WHAT TO DO.
Show every line of the data that includes the word "Wyspiańskiego".

RECORD SET.
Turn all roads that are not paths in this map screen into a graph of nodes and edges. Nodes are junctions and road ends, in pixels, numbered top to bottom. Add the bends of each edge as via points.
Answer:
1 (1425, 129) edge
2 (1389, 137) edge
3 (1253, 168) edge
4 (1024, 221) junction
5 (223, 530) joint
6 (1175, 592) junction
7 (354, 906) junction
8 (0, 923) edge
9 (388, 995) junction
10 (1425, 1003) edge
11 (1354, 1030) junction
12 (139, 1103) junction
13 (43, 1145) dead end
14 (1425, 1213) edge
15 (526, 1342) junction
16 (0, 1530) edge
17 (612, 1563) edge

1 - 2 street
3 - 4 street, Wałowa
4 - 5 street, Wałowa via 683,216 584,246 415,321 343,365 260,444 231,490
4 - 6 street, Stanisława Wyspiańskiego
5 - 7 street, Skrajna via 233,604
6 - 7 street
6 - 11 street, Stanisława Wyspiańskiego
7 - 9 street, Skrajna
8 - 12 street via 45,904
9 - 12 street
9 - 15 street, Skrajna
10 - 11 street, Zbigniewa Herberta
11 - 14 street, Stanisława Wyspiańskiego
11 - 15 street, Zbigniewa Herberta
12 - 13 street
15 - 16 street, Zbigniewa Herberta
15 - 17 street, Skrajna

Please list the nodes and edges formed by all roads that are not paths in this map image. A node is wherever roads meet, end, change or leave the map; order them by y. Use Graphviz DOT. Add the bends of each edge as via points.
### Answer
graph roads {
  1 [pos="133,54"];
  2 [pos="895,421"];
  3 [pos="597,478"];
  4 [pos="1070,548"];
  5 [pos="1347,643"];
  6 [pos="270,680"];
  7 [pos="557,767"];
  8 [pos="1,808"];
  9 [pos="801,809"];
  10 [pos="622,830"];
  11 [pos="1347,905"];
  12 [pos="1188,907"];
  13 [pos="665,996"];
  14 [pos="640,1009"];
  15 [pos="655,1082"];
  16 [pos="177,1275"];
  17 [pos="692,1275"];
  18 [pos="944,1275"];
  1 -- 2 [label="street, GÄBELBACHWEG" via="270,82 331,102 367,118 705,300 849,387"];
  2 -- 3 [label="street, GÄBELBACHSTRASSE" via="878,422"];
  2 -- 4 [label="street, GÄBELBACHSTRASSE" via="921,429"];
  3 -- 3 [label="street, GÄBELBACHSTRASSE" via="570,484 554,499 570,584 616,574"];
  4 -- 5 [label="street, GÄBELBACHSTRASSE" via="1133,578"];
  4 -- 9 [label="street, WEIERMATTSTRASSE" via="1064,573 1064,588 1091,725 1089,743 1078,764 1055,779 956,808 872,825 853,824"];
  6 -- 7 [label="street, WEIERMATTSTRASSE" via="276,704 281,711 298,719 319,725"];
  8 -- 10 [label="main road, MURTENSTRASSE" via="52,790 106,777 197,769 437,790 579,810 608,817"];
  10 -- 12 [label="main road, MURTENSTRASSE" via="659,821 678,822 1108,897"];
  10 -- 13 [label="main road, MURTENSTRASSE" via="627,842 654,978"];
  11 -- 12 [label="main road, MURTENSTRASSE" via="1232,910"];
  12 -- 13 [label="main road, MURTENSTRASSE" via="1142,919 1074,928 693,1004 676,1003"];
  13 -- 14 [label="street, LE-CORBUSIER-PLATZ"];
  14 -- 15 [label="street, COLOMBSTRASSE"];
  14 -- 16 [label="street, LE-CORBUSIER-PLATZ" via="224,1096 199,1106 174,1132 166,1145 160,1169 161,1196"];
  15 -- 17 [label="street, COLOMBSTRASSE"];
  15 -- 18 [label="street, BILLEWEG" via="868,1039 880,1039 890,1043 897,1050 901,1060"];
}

WRITTEN RESPONSE.
4 - 6 street, Stanisława Wyspiańskiego
6 - 11 street, Stanisława Wyspiańskiego
11 - 14 street, Stanisława Wyspiańskiego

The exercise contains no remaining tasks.